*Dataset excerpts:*
# # # #

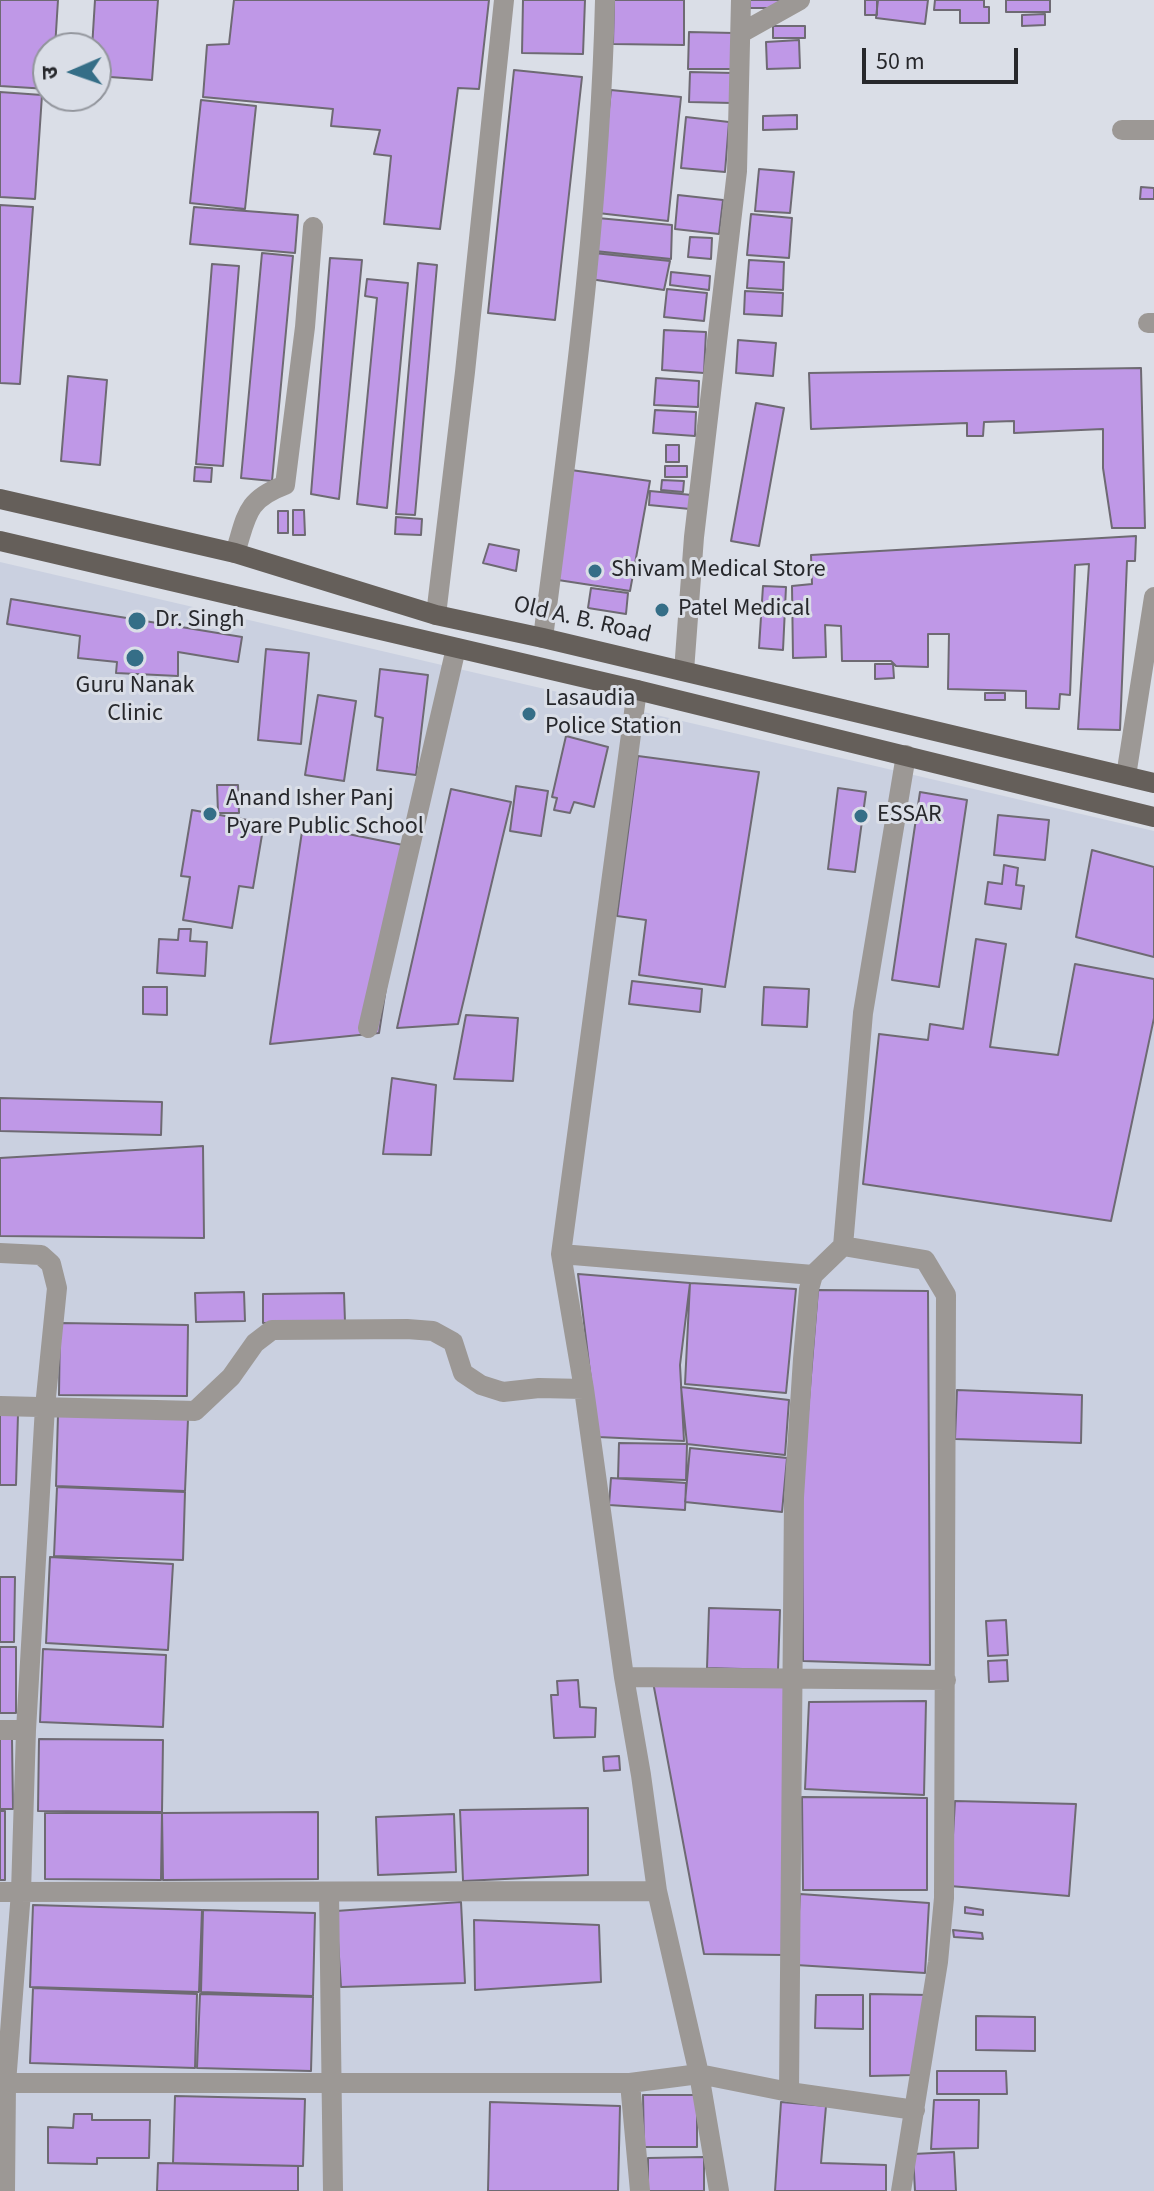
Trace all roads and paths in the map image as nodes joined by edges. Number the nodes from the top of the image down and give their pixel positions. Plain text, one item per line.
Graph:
1 (504, 0) edge
2 (605, 0) edge
3 (741, 0) edge
4 (800, 0) edge
5 (741, 33) junction
6 (1122, 130) dead end
7 (1154, 130) edge
8 (313, 227) dead end
9 (0, 499) edge
10 (0, 541) edge
11 (235, 553) junction
12 (1154, 597) edge
13 (436, 615) junction
14 (543, 638) junction
15 (456, 648) junction
16 (684, 671) junction
17 (637, 690) junction
18 (906, 755) junction
19 (1126, 776) junction
20 (1154, 783) edge
21 (1154, 817) edge
22 (368, 1028) dead end
23 (843, 1246) junction
24 (0, 1253) edge
25 (561, 1254) junction
26 (813, 1275) junction
27 (584, 1389) junction
28 (0, 1406) edge
29 (45, 1407) junction
30 (624, 1677) junction
31 (793, 1679) junction
32 (946, 1680) junction
33 (0, 1730) edge
34 (26, 1730) junction
35 (657, 1891) junction
36 (0, 1892) edge
37 (21, 1892) junction
38 (329, 1892) junction
39 (699, 2074) junction
40 (3, 2083) edge
41 (331, 2083) junction
42 (630, 2083) junction
43 (789, 2092) junction
44 (915, 2110) junction
45 (5, 2191) edge
46 (333, 2191) edge
47 (640, 2191) edge
48 (719, 2191) edge
49 (901, 2191) edge

1 - 13 street
2 - 14 street
3 - 5 street
4 - 5 street
5 - 16 street
6 - 7 street
8 - 11 street
9 - 11 main road, Old A. B. Road
10 - 15 main road
11 - 13 main road, Old A. B. Road
12 - 19 street
13 - 14 main road, Old A. B. Road
14 - 16 main road, Old A. B. Road
15 - 17 main road
15 - 22 street
16 - 19 main road, Old A. B. Road
17 - 18 main road
17 - 25 street
18 - 21 main road
18 - 23 street
19 - 20 main road, Old A. B. Road
23 - 26 street
23 - 32 street
24 - 29 street
25 - 26 street
25 - 27 street
26 - 31 street
27 - 29 street
27 - 30 street
28 - 29 street
29 - 34 street
30 - 31 street
30 - 35 street
31 - 32 street
31 - 43 street
32 - 44 street
33 - 34 street
34 - 37 street
35 - 38 street
35 - 39 street
36 - 37 street
37 - 38 street
37 - 40 street
38 - 41 street
39 - 42 street
39 - 43 street
39 - 48 street
40 - 41 street
40 - 45 street
41 - 42 street
41 - 46 street
42 - 47 street
43 - 44 street
44 - 49 street

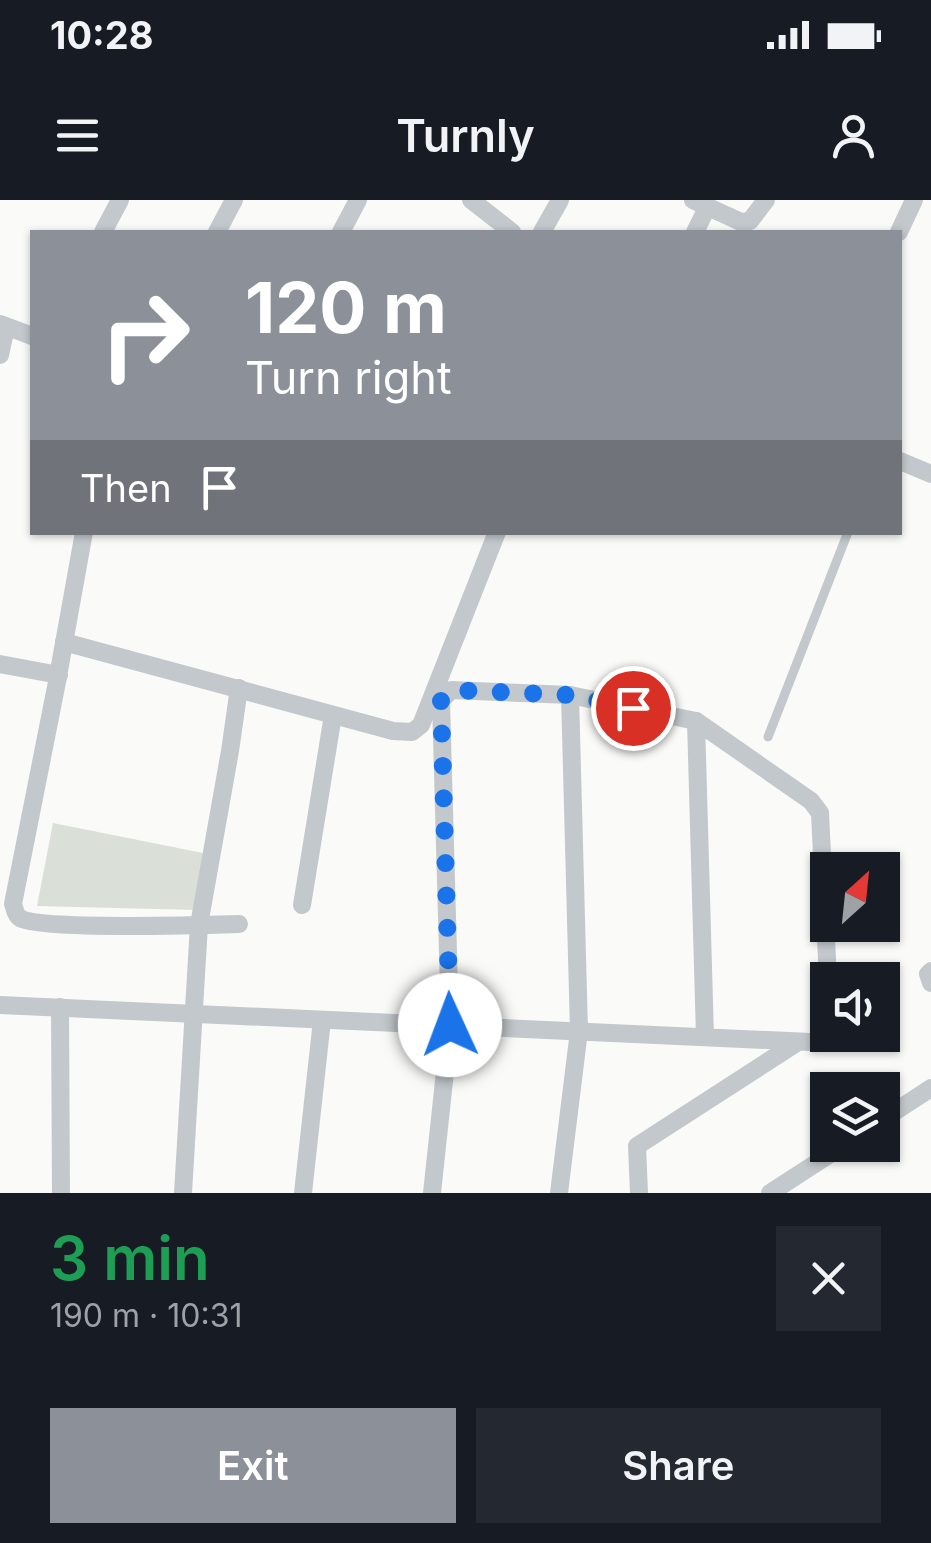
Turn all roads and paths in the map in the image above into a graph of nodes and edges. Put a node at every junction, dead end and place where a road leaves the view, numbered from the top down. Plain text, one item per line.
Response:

# # # #

*Work request:* Please repeat every record exactly, leaving the pictures out.

*Task answer:*
Trace all roads and paths in the map image as nodes joined by edges. Number the nodes from the top of the image down and give their pixel positions. Plain text, one item per line.
Graph:
1 (504, 0) edge
2 (605, 0) edge
3 (741, 0) edge
4 (800, 0) edge
5 (741, 33) junction
6 (1122, 130) dead end
7 (1154, 130) edge
8 (313, 227) dead end
9 (0, 499) edge
10 (0, 541) edge
11 (235, 553) junction
12 (1154, 597) edge
13 (436, 615) junction
14 (543, 638) junction
15 (456, 648) junction
16 (684, 671) junction
17 (637, 690) junction
18 (906, 755) junction
19 (1126, 776) junction
20 (1154, 783) edge
21 (1154, 817) edge
22 (368, 1028) dead end
23 (843, 1246) junction
24 (0, 1253) edge
25 (561, 1254) junction
26 (813, 1275) junction
27 (584, 1389) junction
28 (0, 1406) edge
29 (45, 1407) junction
30 (624, 1677) junction
31 (793, 1679) junction
32 (946, 1680) junction
33 (0, 1730) edge
34 (26, 1730) junction
35 (657, 1891) junction
36 (0, 1892) edge
37 (21, 1892) junction
38 (329, 1892) junction
39 (699, 2074) junction
40 (3, 2083) edge
41 (331, 2083) junction
42 (630, 2083) junction
43 (789, 2092) junction
44 (915, 2110) junction
45 (5, 2191) edge
46 (333, 2191) edge
47 (640, 2191) edge
48 (719, 2191) edge
49 (901, 2191) edge

1 - 13 street
2 - 14 street
3 - 5 street
4 - 5 street
5 - 16 street
6 - 7 street
8 - 11 street
9 - 11 main road, Old A. B. Road
10 - 15 main road
11 - 13 main road, Old A. B. Road
12 - 19 street
13 - 14 main road, Old A. B. Road
14 - 16 main road, Old A. B. Road
15 - 17 main road
15 - 22 street
16 - 19 main road, Old A. B. Road
17 - 18 main road
17 - 25 street
18 - 21 main road
18 - 23 street
19 - 20 main road, Old A. B. Road
23 - 26 street
23 - 32 street
24 - 29 street
25 - 26 street
25 - 27 street
26 - 31 street
27 - 29 street
27 - 30 street
28 - 29 street
29 - 34 street
30 - 31 street
30 - 35 street
31 - 32 street
31 - 43 street
32 - 44 street
33 - 34 street
34 - 37 street
35 - 38 street
35 - 39 street
36 - 37 street
37 - 38 street
37 - 40 street
38 - 41 street
39 - 42 street
39 - 43 street
39 - 48 street
40 - 41 street
40 - 45 street
41 - 42 street
41 - 46 street
42 - 47 street
43 - 44 street
44 - 49 street

Turn all roads and paths in the map in the image above into a graph of nodes and edges. Put a node at every junction, dead end and place where a road leaves the view, numbered from the top down. Plain text, one item per line.
Response:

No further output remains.